Building a Paid Influencer Program Delivers Thousands of New Members for Fabletics

A year ago January, TechStyle—an online, monthly subscription fashion retailer whose brands include ShoeDazzle, Savage X Fenty and Fabletics—had been dabbling in non-paid influencers, but paid influencer marketing was non-existent. But when Jennine Matthias joined the company as director of influencer marketing in February 2018, she began building the infrastructure to run a paid influencer program.

This year, that work paid off. January is a big month for the workout gear brand Fabletics, best known for its wildly popular leggings. As consumers by the millions laid the groundwork to get fit as a New Year’s resolution, TechStyle was unleashing an influencer army for the Fabletics’ brand to tap into that passion. That Kate Hudson is a partner and front women for the brand also added to the caché.

The services of more than 200 paid—and 350 non-paid—influencers were purchased at a total January spend of $600,000. The program drove an impressive 13,000 new customers, all from direct link clicks.

“Since January is our biggest month of the year, we really went after a lot of influencers,” Matthias says. “We had them focus on ‘It’s a New Year, New You.’ It was really the first time we were at scale and operating at the scale we want to be at. That was our biggest spend month to date and the biggest driver of sales to date.”

For the brand’s ongoing non-paid program, the goal is to work with hundreds, even thousands, of micro influencers per month per brand. These influencers receive product in exchange for posting and tagging the brands, like this post by Haley Pham.

“Within each brand we have a team that works with micro influencers, and at that level it’s really a volume play,” Matthias says. “We’re trying to work with as many people as we can who are of the right audience for us and that match our brand. We saw amazing results from that [for Fabletics].”

Since then, TechStyle continues to spend hundreds of thousands on the Fabletics’ influencer program per month and is still “seeing great numbers.”

Play by the Rules

TechStyle has a heavy hand in the messaging that influencers deliver, providing important points they need to hit in their copy as well as specifically what to say.

For example, influencers using Instagram Stories are required to share special offers for Fabletics— typically two pairs of leggings for $24. Influencers must submit a certain number of frames and all frames must have the “swipe up” copy on them or the influencer must verbally say “swipe up.” For campaigns posted on YouTube, influencers must verbally say “click on the link” to get a special discount with a subscription, as influencer Boho Beautiful does in this video.

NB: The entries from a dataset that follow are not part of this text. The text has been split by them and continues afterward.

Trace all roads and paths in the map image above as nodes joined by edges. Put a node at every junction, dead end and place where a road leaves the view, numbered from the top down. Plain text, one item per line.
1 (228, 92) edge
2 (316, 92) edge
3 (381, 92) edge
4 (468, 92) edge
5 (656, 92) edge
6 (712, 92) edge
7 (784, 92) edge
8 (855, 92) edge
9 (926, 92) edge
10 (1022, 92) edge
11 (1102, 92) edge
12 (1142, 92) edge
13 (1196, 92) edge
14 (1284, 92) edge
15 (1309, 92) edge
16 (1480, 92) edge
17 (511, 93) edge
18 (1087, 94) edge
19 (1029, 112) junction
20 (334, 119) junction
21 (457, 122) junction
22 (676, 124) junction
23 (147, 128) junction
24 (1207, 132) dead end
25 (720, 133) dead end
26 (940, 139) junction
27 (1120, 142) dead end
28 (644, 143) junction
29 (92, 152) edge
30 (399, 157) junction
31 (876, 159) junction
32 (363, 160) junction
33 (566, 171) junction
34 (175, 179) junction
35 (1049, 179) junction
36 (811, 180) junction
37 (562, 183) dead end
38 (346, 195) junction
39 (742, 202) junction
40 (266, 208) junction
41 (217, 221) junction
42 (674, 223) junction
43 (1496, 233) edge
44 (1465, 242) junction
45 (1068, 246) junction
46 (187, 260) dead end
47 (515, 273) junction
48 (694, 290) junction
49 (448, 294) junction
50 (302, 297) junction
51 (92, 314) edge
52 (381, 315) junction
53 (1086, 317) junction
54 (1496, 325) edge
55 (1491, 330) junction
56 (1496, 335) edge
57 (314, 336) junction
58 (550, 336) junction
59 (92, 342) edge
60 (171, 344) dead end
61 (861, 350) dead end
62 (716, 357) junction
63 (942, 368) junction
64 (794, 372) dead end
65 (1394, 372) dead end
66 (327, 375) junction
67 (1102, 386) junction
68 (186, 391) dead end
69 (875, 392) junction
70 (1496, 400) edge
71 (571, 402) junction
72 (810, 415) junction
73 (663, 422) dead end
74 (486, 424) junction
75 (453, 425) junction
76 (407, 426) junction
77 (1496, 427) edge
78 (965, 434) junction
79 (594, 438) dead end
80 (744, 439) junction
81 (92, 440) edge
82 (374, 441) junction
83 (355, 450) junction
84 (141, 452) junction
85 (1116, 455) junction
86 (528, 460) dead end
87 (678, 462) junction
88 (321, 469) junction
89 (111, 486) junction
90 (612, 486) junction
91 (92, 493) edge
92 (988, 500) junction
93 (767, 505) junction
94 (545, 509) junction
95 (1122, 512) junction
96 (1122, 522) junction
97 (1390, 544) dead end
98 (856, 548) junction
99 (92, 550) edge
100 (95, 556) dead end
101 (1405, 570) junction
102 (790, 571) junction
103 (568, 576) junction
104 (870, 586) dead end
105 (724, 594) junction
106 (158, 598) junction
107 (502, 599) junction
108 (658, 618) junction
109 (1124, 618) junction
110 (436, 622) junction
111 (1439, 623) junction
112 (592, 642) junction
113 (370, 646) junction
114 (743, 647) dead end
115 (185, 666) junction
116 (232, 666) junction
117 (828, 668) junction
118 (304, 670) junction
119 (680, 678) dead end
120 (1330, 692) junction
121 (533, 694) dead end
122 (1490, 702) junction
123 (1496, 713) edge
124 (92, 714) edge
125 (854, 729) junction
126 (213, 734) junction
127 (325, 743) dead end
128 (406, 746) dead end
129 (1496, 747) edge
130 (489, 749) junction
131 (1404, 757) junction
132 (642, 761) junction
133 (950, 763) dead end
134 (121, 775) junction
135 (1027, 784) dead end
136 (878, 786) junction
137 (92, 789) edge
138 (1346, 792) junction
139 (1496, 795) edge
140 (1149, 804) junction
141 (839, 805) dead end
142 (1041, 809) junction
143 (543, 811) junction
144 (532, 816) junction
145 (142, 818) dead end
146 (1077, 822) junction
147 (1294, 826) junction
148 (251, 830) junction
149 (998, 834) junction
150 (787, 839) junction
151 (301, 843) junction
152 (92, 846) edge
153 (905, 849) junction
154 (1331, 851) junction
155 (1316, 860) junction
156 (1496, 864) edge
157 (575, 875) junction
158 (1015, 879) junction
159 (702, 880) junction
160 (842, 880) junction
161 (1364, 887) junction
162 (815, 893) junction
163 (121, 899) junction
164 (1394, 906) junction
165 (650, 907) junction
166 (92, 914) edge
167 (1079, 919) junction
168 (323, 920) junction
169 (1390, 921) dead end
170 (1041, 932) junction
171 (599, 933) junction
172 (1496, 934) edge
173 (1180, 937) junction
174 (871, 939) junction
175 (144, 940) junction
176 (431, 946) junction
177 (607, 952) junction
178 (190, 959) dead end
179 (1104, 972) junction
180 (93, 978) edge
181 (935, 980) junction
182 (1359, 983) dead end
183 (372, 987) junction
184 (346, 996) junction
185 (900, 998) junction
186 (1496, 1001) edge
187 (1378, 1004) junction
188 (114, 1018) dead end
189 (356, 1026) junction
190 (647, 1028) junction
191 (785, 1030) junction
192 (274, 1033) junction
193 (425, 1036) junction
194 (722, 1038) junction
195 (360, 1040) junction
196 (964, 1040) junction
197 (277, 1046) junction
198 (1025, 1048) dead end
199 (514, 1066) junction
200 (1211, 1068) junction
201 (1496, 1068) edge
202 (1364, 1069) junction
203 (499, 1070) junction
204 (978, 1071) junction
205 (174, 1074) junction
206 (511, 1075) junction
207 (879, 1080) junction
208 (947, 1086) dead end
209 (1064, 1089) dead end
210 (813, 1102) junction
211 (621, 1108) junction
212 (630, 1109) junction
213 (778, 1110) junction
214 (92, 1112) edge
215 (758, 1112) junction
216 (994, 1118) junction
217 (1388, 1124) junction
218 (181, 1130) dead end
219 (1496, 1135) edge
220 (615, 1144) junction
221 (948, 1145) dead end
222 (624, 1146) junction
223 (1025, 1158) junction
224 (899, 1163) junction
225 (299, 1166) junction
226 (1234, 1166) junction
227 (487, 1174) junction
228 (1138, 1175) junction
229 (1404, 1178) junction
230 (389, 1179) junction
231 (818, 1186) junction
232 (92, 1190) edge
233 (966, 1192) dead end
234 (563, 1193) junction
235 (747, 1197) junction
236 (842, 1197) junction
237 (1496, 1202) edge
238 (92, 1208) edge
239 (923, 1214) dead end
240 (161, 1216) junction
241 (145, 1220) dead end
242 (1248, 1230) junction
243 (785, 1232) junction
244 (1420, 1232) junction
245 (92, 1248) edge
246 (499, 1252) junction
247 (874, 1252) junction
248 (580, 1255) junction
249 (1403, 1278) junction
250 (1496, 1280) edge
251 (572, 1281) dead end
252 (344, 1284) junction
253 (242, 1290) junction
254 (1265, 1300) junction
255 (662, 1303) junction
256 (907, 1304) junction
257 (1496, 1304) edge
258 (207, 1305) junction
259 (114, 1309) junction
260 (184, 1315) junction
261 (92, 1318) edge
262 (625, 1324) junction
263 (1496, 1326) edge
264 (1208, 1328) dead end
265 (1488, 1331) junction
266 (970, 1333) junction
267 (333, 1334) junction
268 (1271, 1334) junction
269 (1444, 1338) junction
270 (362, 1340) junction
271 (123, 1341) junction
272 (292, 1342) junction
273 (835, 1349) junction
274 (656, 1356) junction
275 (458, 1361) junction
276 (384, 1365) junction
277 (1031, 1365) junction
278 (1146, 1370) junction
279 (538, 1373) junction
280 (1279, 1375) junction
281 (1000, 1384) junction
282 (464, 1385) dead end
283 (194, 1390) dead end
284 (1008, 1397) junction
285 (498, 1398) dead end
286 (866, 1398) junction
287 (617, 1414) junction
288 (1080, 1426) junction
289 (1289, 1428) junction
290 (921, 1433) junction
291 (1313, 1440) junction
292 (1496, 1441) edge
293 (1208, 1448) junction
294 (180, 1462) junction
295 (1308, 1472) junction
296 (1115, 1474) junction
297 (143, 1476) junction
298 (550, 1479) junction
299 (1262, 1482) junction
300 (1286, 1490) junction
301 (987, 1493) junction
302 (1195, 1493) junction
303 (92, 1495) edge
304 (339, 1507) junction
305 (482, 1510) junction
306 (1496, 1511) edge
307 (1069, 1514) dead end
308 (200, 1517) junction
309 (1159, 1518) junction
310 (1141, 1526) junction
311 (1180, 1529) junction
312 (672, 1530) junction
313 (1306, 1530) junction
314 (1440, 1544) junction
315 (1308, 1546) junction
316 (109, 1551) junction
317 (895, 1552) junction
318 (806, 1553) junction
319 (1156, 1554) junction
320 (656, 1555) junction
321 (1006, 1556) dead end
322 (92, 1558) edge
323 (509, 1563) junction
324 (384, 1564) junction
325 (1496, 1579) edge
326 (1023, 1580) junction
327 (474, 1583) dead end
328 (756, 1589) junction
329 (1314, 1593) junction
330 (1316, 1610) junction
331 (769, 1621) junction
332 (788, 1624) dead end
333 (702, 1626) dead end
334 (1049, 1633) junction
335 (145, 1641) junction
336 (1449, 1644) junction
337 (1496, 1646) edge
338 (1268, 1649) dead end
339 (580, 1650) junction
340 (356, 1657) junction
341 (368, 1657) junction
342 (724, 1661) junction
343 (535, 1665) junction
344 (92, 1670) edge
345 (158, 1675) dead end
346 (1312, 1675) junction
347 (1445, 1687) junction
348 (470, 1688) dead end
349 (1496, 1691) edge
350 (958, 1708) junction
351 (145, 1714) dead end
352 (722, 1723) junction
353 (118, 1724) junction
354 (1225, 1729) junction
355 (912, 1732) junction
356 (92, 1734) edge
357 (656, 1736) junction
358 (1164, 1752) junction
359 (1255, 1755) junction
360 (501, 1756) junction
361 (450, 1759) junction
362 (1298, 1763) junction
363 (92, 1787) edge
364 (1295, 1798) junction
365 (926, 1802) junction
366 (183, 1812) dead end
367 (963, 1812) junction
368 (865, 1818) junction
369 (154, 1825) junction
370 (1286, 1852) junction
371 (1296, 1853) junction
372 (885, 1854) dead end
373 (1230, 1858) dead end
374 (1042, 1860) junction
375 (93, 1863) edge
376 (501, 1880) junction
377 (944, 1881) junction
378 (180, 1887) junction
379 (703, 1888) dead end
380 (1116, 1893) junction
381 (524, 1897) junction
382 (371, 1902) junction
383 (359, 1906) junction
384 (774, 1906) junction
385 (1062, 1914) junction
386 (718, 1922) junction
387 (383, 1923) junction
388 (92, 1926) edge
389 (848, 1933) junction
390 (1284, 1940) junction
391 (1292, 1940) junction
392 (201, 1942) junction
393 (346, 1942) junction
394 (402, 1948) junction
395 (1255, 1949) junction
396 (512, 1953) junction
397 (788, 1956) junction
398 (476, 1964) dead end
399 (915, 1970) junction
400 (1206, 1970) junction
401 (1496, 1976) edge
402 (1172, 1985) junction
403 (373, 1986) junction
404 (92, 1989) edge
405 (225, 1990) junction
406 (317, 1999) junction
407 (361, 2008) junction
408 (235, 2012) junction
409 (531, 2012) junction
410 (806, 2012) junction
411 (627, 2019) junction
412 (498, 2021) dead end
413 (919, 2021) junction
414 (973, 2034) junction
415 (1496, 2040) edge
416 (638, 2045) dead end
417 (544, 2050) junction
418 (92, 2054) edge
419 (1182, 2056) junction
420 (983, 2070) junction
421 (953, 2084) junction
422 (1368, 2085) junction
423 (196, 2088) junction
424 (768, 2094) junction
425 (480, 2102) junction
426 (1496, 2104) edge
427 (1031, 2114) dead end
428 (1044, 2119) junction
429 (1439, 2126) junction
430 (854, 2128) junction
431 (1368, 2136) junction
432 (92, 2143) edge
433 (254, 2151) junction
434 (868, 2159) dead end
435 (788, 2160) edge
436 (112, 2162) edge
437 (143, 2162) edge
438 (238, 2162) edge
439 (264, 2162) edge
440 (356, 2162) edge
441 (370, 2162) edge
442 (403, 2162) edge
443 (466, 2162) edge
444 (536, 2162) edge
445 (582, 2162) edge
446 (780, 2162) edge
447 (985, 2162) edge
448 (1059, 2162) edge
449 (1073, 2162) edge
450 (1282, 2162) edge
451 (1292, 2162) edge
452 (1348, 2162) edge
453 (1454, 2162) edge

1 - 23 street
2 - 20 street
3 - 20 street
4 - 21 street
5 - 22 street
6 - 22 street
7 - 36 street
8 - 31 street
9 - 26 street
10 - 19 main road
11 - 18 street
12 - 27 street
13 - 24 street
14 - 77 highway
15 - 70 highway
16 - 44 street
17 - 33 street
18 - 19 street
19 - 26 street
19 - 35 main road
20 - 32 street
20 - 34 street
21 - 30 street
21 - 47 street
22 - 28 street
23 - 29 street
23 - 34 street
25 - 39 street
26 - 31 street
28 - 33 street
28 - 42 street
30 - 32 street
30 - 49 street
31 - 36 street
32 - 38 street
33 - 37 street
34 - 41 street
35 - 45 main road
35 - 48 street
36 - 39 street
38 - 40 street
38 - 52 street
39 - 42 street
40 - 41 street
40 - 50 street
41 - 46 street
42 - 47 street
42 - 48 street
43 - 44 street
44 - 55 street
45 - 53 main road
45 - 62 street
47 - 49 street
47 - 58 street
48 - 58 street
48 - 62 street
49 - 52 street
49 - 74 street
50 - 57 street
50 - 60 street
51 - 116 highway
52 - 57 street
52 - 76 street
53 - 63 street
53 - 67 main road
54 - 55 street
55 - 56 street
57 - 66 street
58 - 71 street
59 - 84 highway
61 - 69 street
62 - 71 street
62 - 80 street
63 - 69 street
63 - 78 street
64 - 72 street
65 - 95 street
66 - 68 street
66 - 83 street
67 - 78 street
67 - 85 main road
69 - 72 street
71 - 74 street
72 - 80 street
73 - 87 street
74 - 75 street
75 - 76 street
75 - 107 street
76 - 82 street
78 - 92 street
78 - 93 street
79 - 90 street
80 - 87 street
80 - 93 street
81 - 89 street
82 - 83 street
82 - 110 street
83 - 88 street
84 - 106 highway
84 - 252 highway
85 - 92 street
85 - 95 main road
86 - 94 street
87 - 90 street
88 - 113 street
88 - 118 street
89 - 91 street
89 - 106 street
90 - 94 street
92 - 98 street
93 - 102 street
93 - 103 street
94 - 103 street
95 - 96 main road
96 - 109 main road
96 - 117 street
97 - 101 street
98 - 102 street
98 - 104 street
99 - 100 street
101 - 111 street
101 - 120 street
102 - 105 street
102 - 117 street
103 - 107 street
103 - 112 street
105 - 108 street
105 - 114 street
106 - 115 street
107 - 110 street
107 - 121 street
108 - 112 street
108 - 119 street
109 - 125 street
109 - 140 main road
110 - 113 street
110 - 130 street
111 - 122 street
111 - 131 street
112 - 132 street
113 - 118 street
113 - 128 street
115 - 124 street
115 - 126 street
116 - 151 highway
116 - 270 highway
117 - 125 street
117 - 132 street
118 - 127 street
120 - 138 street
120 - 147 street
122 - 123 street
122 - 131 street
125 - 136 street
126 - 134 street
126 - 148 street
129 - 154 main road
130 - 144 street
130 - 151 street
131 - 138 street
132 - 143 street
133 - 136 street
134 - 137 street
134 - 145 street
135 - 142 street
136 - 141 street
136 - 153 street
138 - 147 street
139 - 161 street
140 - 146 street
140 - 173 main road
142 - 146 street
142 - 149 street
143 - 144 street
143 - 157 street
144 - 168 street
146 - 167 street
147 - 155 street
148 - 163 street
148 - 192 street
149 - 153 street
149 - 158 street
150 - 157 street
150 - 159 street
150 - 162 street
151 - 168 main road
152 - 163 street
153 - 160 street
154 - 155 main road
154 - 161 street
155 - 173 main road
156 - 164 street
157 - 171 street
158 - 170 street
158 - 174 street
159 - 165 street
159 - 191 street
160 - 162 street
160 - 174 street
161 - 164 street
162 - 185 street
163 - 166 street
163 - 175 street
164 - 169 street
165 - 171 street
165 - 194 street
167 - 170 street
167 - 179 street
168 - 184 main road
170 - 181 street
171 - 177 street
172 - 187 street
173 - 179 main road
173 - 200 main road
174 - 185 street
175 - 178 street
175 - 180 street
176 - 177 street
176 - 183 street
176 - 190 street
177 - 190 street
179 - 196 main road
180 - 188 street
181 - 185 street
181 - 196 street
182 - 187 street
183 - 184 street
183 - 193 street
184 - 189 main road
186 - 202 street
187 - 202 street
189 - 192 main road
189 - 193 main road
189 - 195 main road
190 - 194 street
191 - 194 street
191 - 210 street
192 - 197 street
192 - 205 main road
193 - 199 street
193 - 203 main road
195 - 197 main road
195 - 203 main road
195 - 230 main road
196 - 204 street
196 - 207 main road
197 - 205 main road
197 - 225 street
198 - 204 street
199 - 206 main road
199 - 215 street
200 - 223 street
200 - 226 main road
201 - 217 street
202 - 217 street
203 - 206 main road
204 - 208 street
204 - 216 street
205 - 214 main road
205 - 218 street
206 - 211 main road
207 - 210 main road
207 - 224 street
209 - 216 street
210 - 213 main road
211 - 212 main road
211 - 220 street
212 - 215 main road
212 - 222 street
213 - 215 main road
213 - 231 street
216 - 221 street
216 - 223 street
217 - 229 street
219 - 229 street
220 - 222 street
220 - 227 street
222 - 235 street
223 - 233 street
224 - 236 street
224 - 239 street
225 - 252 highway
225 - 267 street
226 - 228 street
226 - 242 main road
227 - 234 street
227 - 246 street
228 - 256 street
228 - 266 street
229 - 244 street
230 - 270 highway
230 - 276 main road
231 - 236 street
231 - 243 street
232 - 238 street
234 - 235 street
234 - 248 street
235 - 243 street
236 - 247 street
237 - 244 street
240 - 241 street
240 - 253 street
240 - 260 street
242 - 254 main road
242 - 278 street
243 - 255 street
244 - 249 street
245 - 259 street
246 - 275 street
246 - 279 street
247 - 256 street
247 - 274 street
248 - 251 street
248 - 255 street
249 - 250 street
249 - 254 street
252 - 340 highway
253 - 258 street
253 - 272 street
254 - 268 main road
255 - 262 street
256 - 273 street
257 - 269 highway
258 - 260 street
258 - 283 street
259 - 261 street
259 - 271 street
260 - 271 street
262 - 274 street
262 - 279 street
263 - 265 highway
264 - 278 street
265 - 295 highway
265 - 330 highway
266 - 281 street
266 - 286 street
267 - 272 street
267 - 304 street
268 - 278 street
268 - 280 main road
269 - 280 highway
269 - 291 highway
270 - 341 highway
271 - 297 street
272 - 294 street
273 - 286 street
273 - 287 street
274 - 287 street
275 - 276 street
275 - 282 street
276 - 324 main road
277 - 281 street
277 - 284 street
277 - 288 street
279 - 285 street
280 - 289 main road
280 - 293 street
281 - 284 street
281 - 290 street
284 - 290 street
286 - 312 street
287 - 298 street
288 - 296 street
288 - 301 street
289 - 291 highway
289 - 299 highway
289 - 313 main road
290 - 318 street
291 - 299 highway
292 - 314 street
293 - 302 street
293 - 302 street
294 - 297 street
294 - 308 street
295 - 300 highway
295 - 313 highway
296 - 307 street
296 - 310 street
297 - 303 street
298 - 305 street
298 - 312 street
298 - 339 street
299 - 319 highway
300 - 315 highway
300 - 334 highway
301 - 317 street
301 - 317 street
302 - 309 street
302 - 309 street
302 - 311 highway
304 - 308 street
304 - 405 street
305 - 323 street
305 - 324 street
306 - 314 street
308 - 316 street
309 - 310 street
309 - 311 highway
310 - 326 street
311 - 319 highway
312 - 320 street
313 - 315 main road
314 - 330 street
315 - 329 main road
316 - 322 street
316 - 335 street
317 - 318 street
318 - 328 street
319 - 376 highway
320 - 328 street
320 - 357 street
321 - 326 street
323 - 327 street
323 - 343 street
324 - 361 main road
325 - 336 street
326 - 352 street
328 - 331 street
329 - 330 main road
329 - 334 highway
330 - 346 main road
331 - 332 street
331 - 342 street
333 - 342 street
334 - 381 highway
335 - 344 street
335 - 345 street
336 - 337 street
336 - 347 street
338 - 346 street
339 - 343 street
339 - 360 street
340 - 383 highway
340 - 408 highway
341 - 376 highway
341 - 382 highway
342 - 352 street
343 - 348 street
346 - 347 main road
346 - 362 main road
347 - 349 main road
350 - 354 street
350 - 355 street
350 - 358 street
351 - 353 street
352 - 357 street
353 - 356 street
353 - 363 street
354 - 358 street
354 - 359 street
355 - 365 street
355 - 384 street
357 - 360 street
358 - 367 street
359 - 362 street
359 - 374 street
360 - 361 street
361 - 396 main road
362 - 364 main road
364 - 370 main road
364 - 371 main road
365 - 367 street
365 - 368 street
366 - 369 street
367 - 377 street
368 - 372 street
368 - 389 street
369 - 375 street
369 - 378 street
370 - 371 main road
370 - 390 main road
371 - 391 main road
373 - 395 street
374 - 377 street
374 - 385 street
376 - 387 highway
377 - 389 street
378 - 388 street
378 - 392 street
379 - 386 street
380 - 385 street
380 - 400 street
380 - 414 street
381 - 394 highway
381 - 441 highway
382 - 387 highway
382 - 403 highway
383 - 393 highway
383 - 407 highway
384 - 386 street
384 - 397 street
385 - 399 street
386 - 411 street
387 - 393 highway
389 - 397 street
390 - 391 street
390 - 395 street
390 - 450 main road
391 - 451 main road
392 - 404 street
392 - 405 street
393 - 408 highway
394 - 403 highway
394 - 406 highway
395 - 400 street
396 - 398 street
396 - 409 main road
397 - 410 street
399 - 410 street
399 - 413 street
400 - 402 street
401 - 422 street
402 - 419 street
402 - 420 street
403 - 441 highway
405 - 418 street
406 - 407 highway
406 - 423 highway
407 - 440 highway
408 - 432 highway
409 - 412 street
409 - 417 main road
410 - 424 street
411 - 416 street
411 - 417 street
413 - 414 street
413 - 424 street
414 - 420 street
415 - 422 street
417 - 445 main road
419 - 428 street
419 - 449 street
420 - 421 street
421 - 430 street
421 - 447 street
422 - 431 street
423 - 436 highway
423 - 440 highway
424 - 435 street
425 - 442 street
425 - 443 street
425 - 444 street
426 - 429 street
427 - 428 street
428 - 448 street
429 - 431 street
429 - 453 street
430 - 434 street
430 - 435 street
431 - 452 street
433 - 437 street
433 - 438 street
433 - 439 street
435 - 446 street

“We’re experts in what is going to drive that [direct link click] action,” Matthias says. “These are the some of the specific things that we can ask the influencers to do that really improve conversion. It’s all about the call for action. Really telling people what you need them to do.”

Beyond Fabletics, TechStyle has influencer programs across all of its brands from micro, with a few thousand followers, up to household name celebrities that have millions of fans. From there, it pays influencers whose followers range from 50,000 up to 7 million, along with a few who work on commission.

“In this [paid] range, its mostly influencers on a per post basis,” she says. “We are a direct response company so we’re looking for conversion and clicks, we’re not looking at engagement metrics. We are looking for influencers that are going to drive traffic and that’s what we pay for.”

Ninety-nine percent of paid placements are on YouTube or Instagram Stories.

“These are the places where we find the most direct response swipe ups and clicks on video descriptions,” Matthias says.

Influencers with the largest followers also tend to get more brand integration, including their photos on the site and in marketing emails.

Actress Erike Jayne, a cast member on “The Real Housewives of Orange County,” designed a collection that lives on the TechStyle site and was promoted across a number of months to her followers as well as TechStyle’s social channels.



The Right Fit

TechStyle, of course, looks to influencers that fit its fitness genre, but also finds success with lifestyle and mom influencers, females in the reality TV genre like “The Bachelor” and “The Bachelorette,” as well as reality shows on Bravo.

“It doesn’t need to be someone who always focuses on fitness and working out who will work for us,” Matthias says. “If their audience is engaging and really listening to what they’re saying and loving what they’re saying then they’re making that purchase because they want to be like their favorite influencer.”

TechStyle uses Impact to evaluate influencer performance to track clicks, leads, sales and revenue on each influencer to calculate their cost-per-acquisition, the main metric in determining if an influencer is successful or not.

“Some influencers will just not be successful,” she says. “It’s impossible to determine ahead of time. There are a lot of factors that we look at to determine who we want to work with and how much we want to pay them, but at the same time it really is a gamble and that’s why you want to have the volume play.”